What Are Origination Points?
Let me walk you through what origination points really mean in the mortgage world. Origination is the step-by-step process you have to complete as a borrower to get a mortgage or home loan. Origination points are the fees you pay to lenders or loan officers to cover the work of evaluating, processing, and approving your loan. Think of them as a way to handle closing costs, and remember, these fees are something you can negotiate with different lenders.
Unlike other points like discount or mortgage points, origination points aren't tax-deductible. That's a key difference you need to know.
Key Takeaways
- There are two types of points in a mortgage: discount and origination.
- Origination points are fees paid for evaluating, processing, and approving mortgage loans.
- The more discount points paid, the lower the interest rate on the mortgage.
- One point is typically equal to 1% of the mortgage amount.
- Unlike some other mortgage fees, origination points are not tax-deductible.
Discount vs. Origination Points
You should understand the two main types of points: discount points and origination points. Discount points are basically prepaid interest on your loan, and they're tax-deductible. The more points you pay, the lower your interest rate gets. You can choose to pay anywhere from zero to four points, depending on how much you want to cut that rate.
On the other hand, origination points cover the costs you pay the lender to actually issue the loan. These might be tax-deductible if they're specifically for the mortgage itself, but not if they're tied to closing costs like inspections or notary fees, according to IRS rules.

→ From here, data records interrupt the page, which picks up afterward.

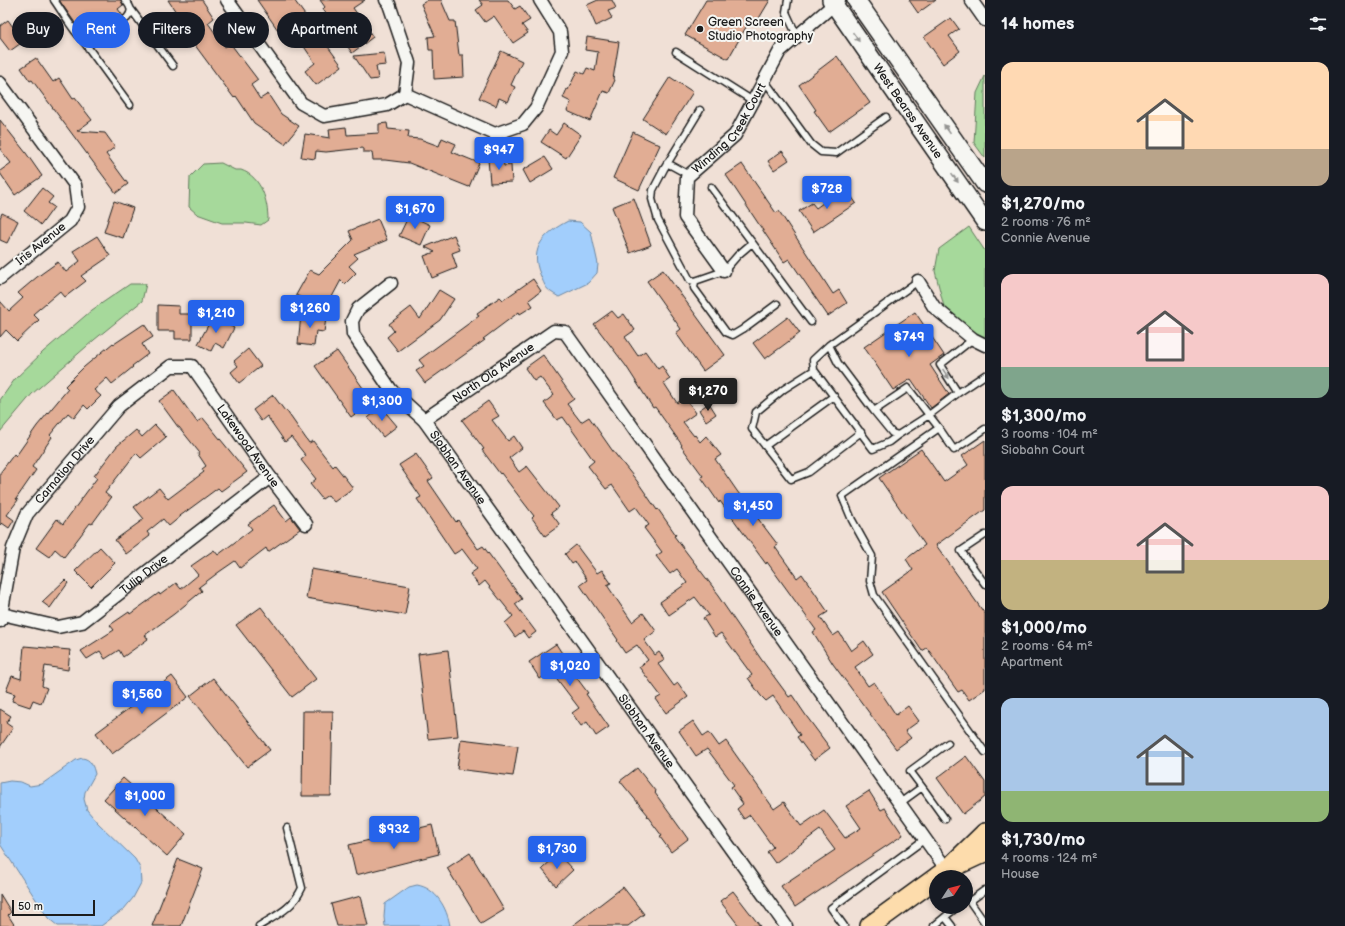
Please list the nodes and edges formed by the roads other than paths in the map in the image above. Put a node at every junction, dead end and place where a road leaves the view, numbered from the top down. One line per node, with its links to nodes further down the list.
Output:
1 (54, 0): 13 (lane)
2 (126, 0): 10 (lane)
3 (227, 0): 20 (street)
4 (386, 0): 20 (street)
5 (540, 0): 20 (street)
6 (788, 0): 14 (lane)
7 (856, 0): 27 (main road, West Bearss Avenue, one-way to 7)
8 (971, 0): 12 (street)
9 (835, 2): 14 (street, Winding Creek Court); 29 (main road, West Bearss Avenue, one-way to 29)
10 (130, 8): 11 (lane); 17 (lane)
11 (130, 12)
12 (985, 20)
13 (72, 25)
14 (797, 36): 18 (street, Winding Creek Court)
15 (88, 48): 22 (lane)
16 (676, 52): 21 (lane)
17 (173, 66)
18 (765, 81): 21 (street, Winding Creek Court); 24 (lane)
19 (0, 83): 32 (street, Iris Avenue)
20 (405, 94)
21 (754, 101): 26 (street, Winding Creek Court)
22 (130, 105)
23 (700, 110): 25 (lane)
24 (886, 117)
25 (667, 163): 26 (lane); 33 (lane)
26 (689, 175): 31 (street, Winding Creek Court)
27 (985, 184)
28 (711, 187): 30 (lane)
29 (985, 222)
30 (752, 243): 31 (lane); 37 (lane)
31 (724, 271): 33 (lane)
32 (0, 278)
33 (695, 281): 36 (lane)
34 (918, 281): 39 (street); 40 (lane)
35 (391, 283): 49 (street, Siobhan Avenue)
36 (777, 304)
37 (811, 322)
38 (565, 332): 49 (street, North Ola Avenue); 63 (street, Connie Avenue)
39 (973, 339): 41 (street); 45 (lane, one-way to 45)
40 (829, 345): 43 (lane); 47 (lane)
41 (985, 345)
42 (192, 366): 55 (street, Lakewood Avenue); 59 (street, Carnation Drive)
43 (814, 370): 46 (lane); 54 (lane)
44 (985, 374): 45 (lane)
45 (958, 392): 48 (lane)
46 (834, 396): 52 (lane); 54 (lane)
47 (874, 411): 48 (lane); 53 (lane)
48 (929, 415): 50 (lane); 53 (lane)
49 (424, 420): 80 (street, Siobhan Avenue)
50 (939, 428): 51 (lane); 61 (lane)
51 (985, 429)
52 (861, 432): 53 (lane); 54 (lane)
53 (898, 435)
54 (765, 446)
55 (270, 477): 56 (street, Lakewood Avenue); 59 (street, Tulip Drive)
56 (306, 524)
57 (985, 534): 58 (lane)
58 (985, 584)
59 (1, 618)
60 (948, 743): 62 (lane)
61 (985, 752)
62 (922, 787): 63 (lane); 64 (lane)
63 (900, 803): 67 (street, Connie Avenue)
64 (945, 819)
65 (287, 828): 79 (lane)
66 (985, 833): 70 (main road)
67 (925, 839): 69 (street, Connie Avenue); 81 (lane)
68 (985, 852): 71 (main road)
69 (940, 870)
70 (948, 870)
71 (952, 870)
72 (929, 885): 82 (main road)
73 (985, 890): 74 (lane)
74 (973, 896)
75 (973, 907): 78 (lane)
76 (949, 914): 77 (lane)
77 (945, 917): 83 (lane); 84 (lane)
78 (985, 923)
79 (259, 926)
80 (786, 926)
81 (844, 926)
82 (870, 926)
83 (934, 926)
84 (952, 926)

Origination points differ from lender to lender, and each point equals 1% of your mortgage loan. For instance, if you're borrowing $150,000 and the lender charges 1.5 origination points, you're looking at $2,250—or 1.5% of that amount. Banks usually charge about 1 origination point, which is 1% of what you're borrowing.
Example of Discount Points to Reduce Payment
Deciding whether to pay discount points depends on things like how much you can put down at closing and how long you plan to stay in the home. If you pay them to lower your interest rate, it's beneficial if you're staying put for a while, since your monthly payments drop. But often, it's smarter to skip the points and use that money for home furnishings or other investments.
Here's a hypothetical example with a 30-year fixed-rate mortgage from a made-up lender, Lender X, assuming a base rate of 4.125%. I'll show you how paying discount points affects the rate.
Example Mortgage Rates and Points
- Rate: 3.875%, Points: 1.524, APR: 4.075%
- Rate: 4.000%, Points: 0.461, APR: 4.111%
- Rate: 4.125%, Points: 0.000, APR: 4.197%
Continuing the Example
If you're borrowing $300,000, you could drop the rate to 3.875% by paying 1.524 discount points, which is $4,572, or to 4% by paying 0.461 points, that's $1,383. Paying more points cuts your monthly payments and might even help get the loan approved.
For origination points, do your homework on lenders and ask about closing costs—you can often negotiate them down. You want to keep fees, closing costs, and origination points as low as possible on your mortgage.
How Do Origination Points Differ From Discount Points?
Discount points are upfront payments that buy down your mortgage interest rate, reducing monthly payments. Origination points cover the lender's overhead for the loan. Both are paid at closing, but discount points can be tax-deductible while origination points are not.
How Much Are Origination Points Usually?
On residential mortgages, origination points usually range from 0.50% to 1.50%, with 1.00% as the average.
How Can I Avoid Paying Origination Points?
Not every lender charges origination points, so shop around if that's a priority for you. You might negotiate lower points with your lender, or ask the seller or a broker to cover them.
The Bottom Line
Origination fees might look like just another closing cost, but they pay the lender for preparing paperwork, verifying details, and approving your loan. You can negotiate these points, and you'll have more leverage if multiple lenders are vying for your business.